Repeat every entry exactly. Do not include the pictures.

[Start of section]

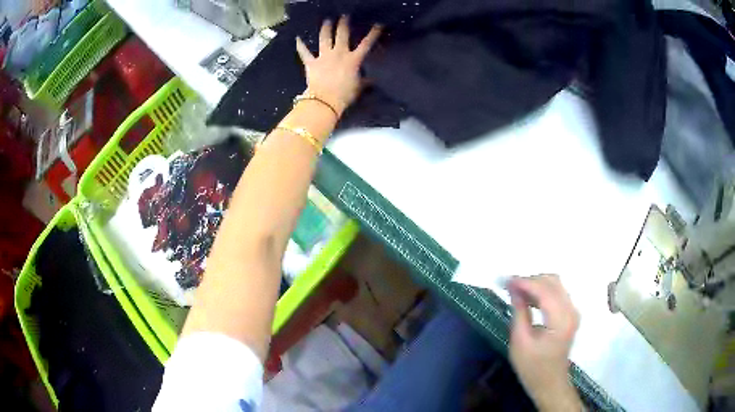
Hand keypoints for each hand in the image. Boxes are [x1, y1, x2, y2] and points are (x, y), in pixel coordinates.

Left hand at [296, 17, 381, 115]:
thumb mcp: (359, 87)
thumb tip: (372, 79)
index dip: (373, 33)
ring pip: (324, 38)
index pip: (366, 44)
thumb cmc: (345, 95)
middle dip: (343, 23)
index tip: (378, 25)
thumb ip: (365, 81)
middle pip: (342, 34)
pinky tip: (297, 38)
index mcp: (353, 59)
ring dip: (325, 28)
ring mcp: (324, 56)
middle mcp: (339, 53)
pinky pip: (304, 52)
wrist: (325, 101)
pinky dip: (300, 45)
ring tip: (327, 21)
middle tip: (344, 16)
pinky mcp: (311, 63)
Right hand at [508, 274, 581, 411]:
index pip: (544, 291)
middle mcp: (571, 311)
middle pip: (553, 282)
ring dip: (536, 284)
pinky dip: (542, 291)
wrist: (550, 383)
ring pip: (555, 285)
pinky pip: (557, 293)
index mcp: (560, 320)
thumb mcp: (520, 342)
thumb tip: (514, 289)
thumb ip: (519, 313)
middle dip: (530, 280)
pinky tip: (528, 299)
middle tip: (510, 286)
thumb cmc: (533, 367)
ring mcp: (572, 311)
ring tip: (516, 291)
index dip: (525, 282)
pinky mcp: (570, 314)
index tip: (506, 281)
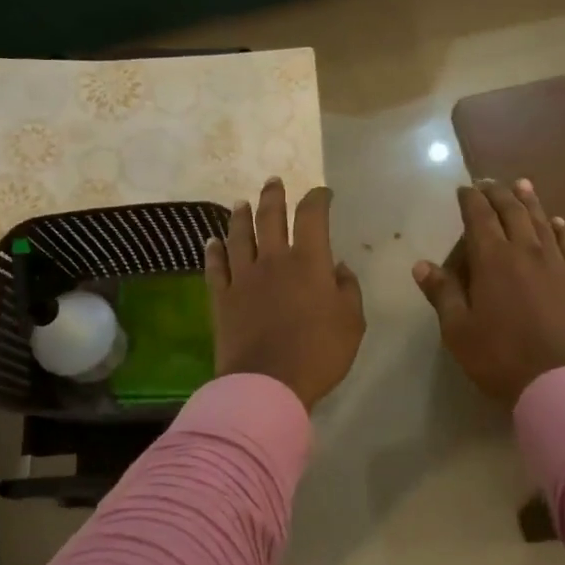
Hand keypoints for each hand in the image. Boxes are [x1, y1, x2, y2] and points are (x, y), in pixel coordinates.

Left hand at [205, 178, 365, 408]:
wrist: (268, 382)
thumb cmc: (319, 352)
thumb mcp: (352, 322)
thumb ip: (348, 290)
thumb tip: (339, 268)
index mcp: (309, 261)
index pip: (312, 216)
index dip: (318, 199)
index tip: (323, 193)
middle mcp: (273, 260)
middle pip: (270, 218)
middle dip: (273, 196)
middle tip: (273, 181)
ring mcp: (243, 277)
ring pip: (239, 237)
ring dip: (240, 217)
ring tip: (240, 203)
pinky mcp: (222, 298)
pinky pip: (216, 267)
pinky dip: (214, 252)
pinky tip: (212, 242)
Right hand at [414, 179, 564, 404]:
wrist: (564, 381)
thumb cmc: (502, 358)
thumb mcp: (459, 330)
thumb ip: (443, 294)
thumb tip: (422, 265)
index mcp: (493, 260)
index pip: (479, 217)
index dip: (470, 200)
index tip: (464, 189)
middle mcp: (526, 251)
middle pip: (512, 211)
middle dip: (498, 194)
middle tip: (489, 182)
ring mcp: (557, 263)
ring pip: (542, 221)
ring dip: (530, 201)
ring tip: (522, 185)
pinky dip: (561, 228)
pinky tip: (558, 222)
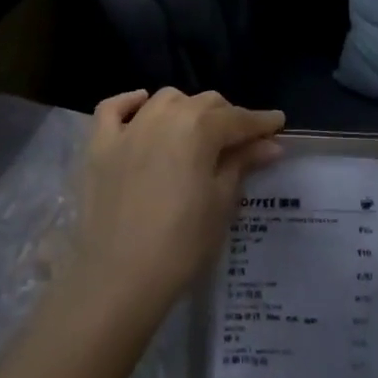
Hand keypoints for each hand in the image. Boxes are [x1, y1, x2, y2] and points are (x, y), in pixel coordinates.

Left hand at [64, 88, 284, 324]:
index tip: (277, 123)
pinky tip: (141, 105)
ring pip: (165, 99)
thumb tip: (269, 144)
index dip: (261, 122)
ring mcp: (129, 128)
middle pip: (204, 103)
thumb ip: (242, 165)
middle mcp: (165, 115)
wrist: (118, 278)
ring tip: (196, 130)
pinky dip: (130, 103)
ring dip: (186, 108)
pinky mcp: (99, 145)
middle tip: (241, 140)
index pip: (239, 118)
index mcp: (199, 128)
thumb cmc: (181, 244)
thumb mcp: (221, 204)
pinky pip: (113, 109)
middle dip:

[End of section]

• _ANSWER BOX_
Hand keypoints for each hand in the image. Boxes are [x1, y1, x2, y2] and points are (x, y), in pixel coordinates.

Left hand at [296, 17, 381, 115]:
thumb mcp: (359, 87)
thumb tip: (372, 79)
index dip: (373, 33)
ring pip: (324, 38)
index pip: (366, 44)
thumb cmc: (345, 95)
middle dip: (343, 23)
index tip: (378, 25)
thumb ip: (365, 81)
middle pip: (342, 34)
pinky tip: (297, 38)
index mcp: (353, 59)
ring dip: (325, 28)
ring mcp: (324, 56)
middle mcp: (339, 53)
pinky pip: (304, 52)
wrist: (325, 101)
pinky dip: (300, 45)
ring tip: (327, 21)
middle tip: (344, 16)
pinky mcp: (311, 63)
Right hand at [508, 274, 581, 411]:
index pip: (544, 291)
middle mcp: (571, 311)
middle pip: (553, 282)
ring dip: (536, 284)
pinky dip: (542, 291)
wrist: (550, 383)
ring pip: (555, 285)
pinky pip: (557, 293)
index mcp: (560, 320)
thumb mcp: (520, 342)
thumb tip: (514, 289)
thumb ip: (519, 313)
middle dip: (530, 280)
pinky tip: (528, 299)
middle tip: (510, 286)
thumb cmc: (533, 367)
ring mcp: (572, 311)
ring tip: (516, 291)
index dip: (525, 282)
pinky mcp: (570, 314)
index tip: (506, 281)
Hand keypoints for each hand in the image. Boxes are [x1, y1, x2, y2] and points are (x, y), in pixel coordinates.

Left hand at [205, 178, 365, 408]:
wrist: (268, 382)
thumb cmc: (319, 352)
thumb mcp: (352, 322)
thumb ip: (348, 290)
thumb tip: (339, 268)
index mcp: (309, 261)
index pip: (312, 216)
index dip: (318, 199)
index tip: (323, 193)
middle mcp: (273, 260)
middle pip: (270, 218)
middle dip: (273, 196)
middle tip: (273, 181)
ring mcp: (243, 277)
ring pip: (239, 237)
ring dip: (240, 217)
ring tip: (240, 203)
pinky mcp: (222, 298)
pinky pip: (216, 267)
pinky dip: (214, 252)
pinky tip: (212, 242)
Right hand at [414, 179, 564, 404]:
wrist: (564, 381)
thumb cmc: (502, 358)
thumb mcp: (459, 330)
thumb ip: (443, 294)
thumb tip: (422, 265)
index mcp: (493, 260)
index pip: (479, 217)
index dip: (470, 200)
index tip: (464, 189)
middle mcp: (526, 251)
middle pip: (512, 211)
middle dip: (498, 194)
middle tip: (489, 182)
ring mcp: (557, 263)
ring pip: (542, 221)
ring dip: (530, 201)
ring tip: (522, 185)
pinky dip: (561, 228)
pinky tip: (558, 222)
Hand keypoints for each hand in the image. Boxes are [x1, y1, x2, y2] and points are (x, y), in pixel coordinates.

Left hand at [64, 88, 284, 324]:
index tip: (277, 123)
pinky tip: (141, 105)
ring pip: (165, 99)
thumb tip: (269, 144)
index dip: (261, 122)
ring mcp: (129, 128)
middle pip: (204, 103)
thumb ip: (242, 165)
middle mcp: (165, 115)
wrist: (118, 278)
ring tip: (196, 130)
pinky dip: (130, 103)
ring dip: (186, 108)
pinky mcp: (99, 145)
middle tip: (241, 140)
index pip: (239, 118)
index mcp: (199, 128)
thumb cmc: (181, 244)
thumb mcp: (221, 204)
pinky pip: (113, 109)
middle dip:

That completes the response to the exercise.